• [Your instructions]:
Nothing may be left out or changed. Print every entry.

• [Data for the task]:

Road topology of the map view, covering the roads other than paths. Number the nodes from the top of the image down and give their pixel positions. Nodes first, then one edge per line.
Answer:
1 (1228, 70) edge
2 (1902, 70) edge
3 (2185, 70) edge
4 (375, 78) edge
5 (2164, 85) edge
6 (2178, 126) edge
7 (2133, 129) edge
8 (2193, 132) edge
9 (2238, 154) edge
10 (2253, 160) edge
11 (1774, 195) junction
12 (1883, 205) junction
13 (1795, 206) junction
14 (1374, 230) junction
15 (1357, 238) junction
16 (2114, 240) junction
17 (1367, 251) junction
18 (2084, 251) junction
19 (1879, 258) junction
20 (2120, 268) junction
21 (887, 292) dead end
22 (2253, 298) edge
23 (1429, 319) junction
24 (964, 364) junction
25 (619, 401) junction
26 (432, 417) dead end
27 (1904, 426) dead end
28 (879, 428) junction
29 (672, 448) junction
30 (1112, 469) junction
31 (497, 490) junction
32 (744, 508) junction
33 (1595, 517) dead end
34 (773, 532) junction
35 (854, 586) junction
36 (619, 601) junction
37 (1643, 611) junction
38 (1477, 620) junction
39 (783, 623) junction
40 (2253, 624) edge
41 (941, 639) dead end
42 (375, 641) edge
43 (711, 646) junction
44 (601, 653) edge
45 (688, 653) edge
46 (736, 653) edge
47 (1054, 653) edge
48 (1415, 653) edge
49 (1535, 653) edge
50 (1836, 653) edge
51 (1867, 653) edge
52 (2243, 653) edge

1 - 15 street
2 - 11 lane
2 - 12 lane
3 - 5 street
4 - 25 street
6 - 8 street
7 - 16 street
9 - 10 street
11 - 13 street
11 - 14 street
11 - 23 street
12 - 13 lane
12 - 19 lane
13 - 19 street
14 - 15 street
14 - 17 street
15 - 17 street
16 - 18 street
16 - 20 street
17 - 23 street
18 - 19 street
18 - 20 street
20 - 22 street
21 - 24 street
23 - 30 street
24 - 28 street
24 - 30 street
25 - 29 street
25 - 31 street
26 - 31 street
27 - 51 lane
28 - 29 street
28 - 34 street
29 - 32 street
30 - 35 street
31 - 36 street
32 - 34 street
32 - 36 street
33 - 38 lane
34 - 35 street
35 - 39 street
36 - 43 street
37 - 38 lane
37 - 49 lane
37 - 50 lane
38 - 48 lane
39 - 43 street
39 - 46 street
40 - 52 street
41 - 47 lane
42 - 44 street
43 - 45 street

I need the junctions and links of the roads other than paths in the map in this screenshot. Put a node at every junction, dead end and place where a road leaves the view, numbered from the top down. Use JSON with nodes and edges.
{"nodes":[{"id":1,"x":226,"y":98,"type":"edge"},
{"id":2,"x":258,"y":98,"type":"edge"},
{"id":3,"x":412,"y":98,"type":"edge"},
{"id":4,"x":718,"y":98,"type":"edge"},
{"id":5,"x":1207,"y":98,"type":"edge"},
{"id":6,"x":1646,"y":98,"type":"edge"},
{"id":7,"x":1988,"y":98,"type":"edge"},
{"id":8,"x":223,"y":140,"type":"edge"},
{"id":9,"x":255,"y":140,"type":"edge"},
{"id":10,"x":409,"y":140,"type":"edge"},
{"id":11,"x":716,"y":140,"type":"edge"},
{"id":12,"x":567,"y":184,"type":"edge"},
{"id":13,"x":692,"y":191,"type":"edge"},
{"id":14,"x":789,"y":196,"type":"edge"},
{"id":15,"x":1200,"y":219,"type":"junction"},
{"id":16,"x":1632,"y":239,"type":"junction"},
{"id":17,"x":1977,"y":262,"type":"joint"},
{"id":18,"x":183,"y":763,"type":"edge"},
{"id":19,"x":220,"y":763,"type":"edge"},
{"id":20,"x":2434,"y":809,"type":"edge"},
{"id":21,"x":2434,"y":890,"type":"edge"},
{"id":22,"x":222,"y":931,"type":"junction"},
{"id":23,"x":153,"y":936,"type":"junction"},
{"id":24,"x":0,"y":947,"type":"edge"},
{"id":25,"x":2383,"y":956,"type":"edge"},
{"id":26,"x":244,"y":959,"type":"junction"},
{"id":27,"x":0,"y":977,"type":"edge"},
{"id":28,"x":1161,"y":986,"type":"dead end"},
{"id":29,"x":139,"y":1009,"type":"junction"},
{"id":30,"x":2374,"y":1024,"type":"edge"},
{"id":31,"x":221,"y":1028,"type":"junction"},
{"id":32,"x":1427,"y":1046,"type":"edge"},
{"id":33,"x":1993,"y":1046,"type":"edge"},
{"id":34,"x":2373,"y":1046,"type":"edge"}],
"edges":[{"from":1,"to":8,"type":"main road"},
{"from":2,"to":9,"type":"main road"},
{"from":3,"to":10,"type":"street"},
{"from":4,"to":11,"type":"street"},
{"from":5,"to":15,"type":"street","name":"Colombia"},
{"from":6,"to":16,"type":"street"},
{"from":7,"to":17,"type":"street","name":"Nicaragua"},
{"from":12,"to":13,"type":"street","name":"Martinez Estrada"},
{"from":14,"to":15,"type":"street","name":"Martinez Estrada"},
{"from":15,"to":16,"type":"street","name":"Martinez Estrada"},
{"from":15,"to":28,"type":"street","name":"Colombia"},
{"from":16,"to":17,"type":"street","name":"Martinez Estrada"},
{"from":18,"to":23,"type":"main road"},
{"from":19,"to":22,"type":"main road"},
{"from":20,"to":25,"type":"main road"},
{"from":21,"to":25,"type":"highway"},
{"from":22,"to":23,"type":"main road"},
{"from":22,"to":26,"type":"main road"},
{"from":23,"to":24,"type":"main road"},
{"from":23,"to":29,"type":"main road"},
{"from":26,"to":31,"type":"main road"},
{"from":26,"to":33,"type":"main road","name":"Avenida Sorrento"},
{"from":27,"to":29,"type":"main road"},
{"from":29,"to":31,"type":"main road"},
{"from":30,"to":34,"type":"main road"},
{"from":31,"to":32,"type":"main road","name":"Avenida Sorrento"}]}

• [Written solution]:
Road topology of the map view, covering the roads other than paths. Number the nodes from the top of the image down and give their pixel positions. Nodes first, then one edge per line.
Answer:
1 (1228, 70) edge
2 (1902, 70) edge
3 (2185, 70) edge
4 (375, 78) edge
5 (2164, 85) edge
6 (2178, 126) edge
7 (2133, 129) edge
8 (2193, 132) edge
9 (2238, 154) edge
10 (2253, 160) edge
11 (1774, 195) junction
12 (1883, 205) junction
13 (1795, 206) junction
14 (1374, 230) junction
15 (1357, 238) junction
16 (2114, 240) junction
17 (1367, 251) junction
18 (2084, 251) junction
19 (1879, 258) junction
20 (2120, 268) junction
21 (887, 292) dead end
22 (2253, 298) edge
23 (1429, 319) junction
24 (964, 364) junction
25 (619, 401) junction
26 (432, 417) dead end
27 (1904, 426) dead end
28 (879, 428) junction
29 (672, 448) junction
30 (1112, 469) junction
31 (497, 490) junction
32 (744, 508) junction
33 (1595, 517) dead end
34 (773, 532) junction
35 (854, 586) junction
36 (619, 601) junction
37 (1643, 611) junction
38 (1477, 620) junction
39 (783, 623) junction
40 (2253, 624) edge
41 (941, 639) dead end
42 (375, 641) edge
43 (711, 646) junction
44 (601, 653) edge
45 (688, 653) edge
46 (736, 653) edge
47 (1054, 653) edge
48 (1415, 653) edge
49 (1535, 653) edge
50 (1836, 653) edge
51 (1867, 653) edge
52 (2243, 653) edge

1 - 15 street
2 - 11 lane
2 - 12 lane
3 - 5 street
4 - 25 street
6 - 8 street
7 - 16 street
9 - 10 street
11 - 13 street
11 - 14 street
11 - 23 street
12 - 13 lane
12 - 19 lane
13 - 19 street
14 - 15 street
14 - 17 street
15 - 17 street
16 - 18 street
16 - 20 street
17 - 23 street
18 - 19 street
18 - 20 street
20 - 22 street
21 - 24 street
23 - 30 street
24 - 28 street
24 - 30 street
25 - 29 street
25 - 31 street
26 - 31 street
27 - 51 lane
28 - 29 street
28 - 34 street
29 - 32 street
30 - 35 street
31 - 36 street
32 - 34 street
32 - 36 street
33 - 38 lane
34 - 35 street
35 - 39 street
36 - 43 street
37 - 38 lane
37 - 49 lane
37 - 50 lane
38 - 48 lane
39 - 43 street
39 - 46 street
40 - 52 street
41 - 47 lane
42 - 44 street
43 - 45 street

I need the junctions and links of the roads other than paths in the map in this screenshot. Put a node at every junction, dead end and place where a road leaves the view, numbered from the top down. Use JSON with nodes and edges.
{"nodes":[{"id":1,"x":226,"y":98,"type":"edge"},
{"id":2,"x":258,"y":98,"type":"edge"},
{"id":3,"x":412,"y":98,"type":"edge"},
{"id":4,"x":718,"y":98,"type":"edge"},
{"id":5,"x":1207,"y":98,"type":"edge"},
{"id":6,"x":1646,"y":98,"type":"edge"},
{"id":7,"x":1988,"y":98,"type":"edge"},
{"id":8,"x":223,"y":140,"type":"edge"},
{"id":9,"x":255,"y":140,"type":"edge"},
{"id":10,"x":409,"y":140,"type":"edge"},
{"id":11,"x":716,"y":140,"type":"edge"},
{"id":12,"x":567,"y":184,"type":"edge"},
{"id":13,"x":692,"y":191,"type":"edge"},
{"id":14,"x":789,"y":196,"type":"edge"},
{"id":15,"x":1200,"y":219,"type":"junction"},
{"id":16,"x":1632,"y":239,"type":"junction"},
{"id":17,"x":1977,"y":262,"type":"joint"},
{"id":18,"x":183,"y":763,"type":"edge"},
{"id":19,"x":220,"y":763,"type":"edge"},
{"id":20,"x":2434,"y":809,"type":"edge"},
{"id":21,"x":2434,"y":890,"type":"edge"},
{"id":22,"x":222,"y":931,"type":"junction"},
{"id":23,"x":153,"y":936,"type":"junction"},
{"id":24,"x":0,"y":947,"type":"edge"},
{"id":25,"x":2383,"y":956,"type":"edge"},
{"id":26,"x":244,"y":959,"type":"junction"},
{"id":27,"x":0,"y":977,"type":"edge"},
{"id":28,"x":1161,"y":986,"type":"dead end"},
{"id":29,"x":139,"y":1009,"type":"junction"},
{"id":30,"x":2374,"y":1024,"type":"edge"},
{"id":31,"x":221,"y":1028,"type":"junction"},
{"id":32,"x":1427,"y":1046,"type":"edge"},
{"id":33,"x":1993,"y":1046,"type":"edge"},
{"id":34,"x":2373,"y":1046,"type":"edge"}],
"edges":[{"from":1,"to":8,"type":"main road"},
{"from":2,"to":9,"type":"main road"},
{"from":3,"to":10,"type":"street"},
{"from":4,"to":11,"type":"street"},
{"from":5,"to":15,"type":"street","name":"Colombia"},
{"from":6,"to":16,"type":"street"},
{"from":7,"to":17,"type":"street","name":"Nicaragua"},
{"from":12,"to":13,"type":"street","name":"Martinez Estrada"},
{"from":14,"to":15,"type":"street","name":"Martinez Estrada"},
{"from":15,"to":16,"type":"street","name":"Martinez Estrada"},
{"from":15,"to":28,"type":"street","name":"Colombia"},
{"from":16,"to":17,"type":"street","name":"Martinez Estrada"},
{"from":18,"to":23,"type":"main road"},
{"from":19,"to":22,"type":"main road"},
{"from":20,"to":25,"type":"main road"},
{"from":21,"to":25,"type":"highway"},
{"from":22,"to":23,"type":"main road"},
{"from":22,"to":26,"type":"main road"},
{"from":23,"to":24,"type":"main road"},
{"from":23,"to":29,"type":"main road"},
{"from":26,"to":31,"type":"main road"},
{"from":26,"to":33,"type":"main road","name":"Avenida Sorrento"},
{"from":27,"to":29,"type":"main road"},
{"from":29,"to":31,"type":"main road"},
{"from":30,"to":34,"type":"main road"},
{"from":31,"to":32,"type":"main road","name":"Avenida Sorrento"}]}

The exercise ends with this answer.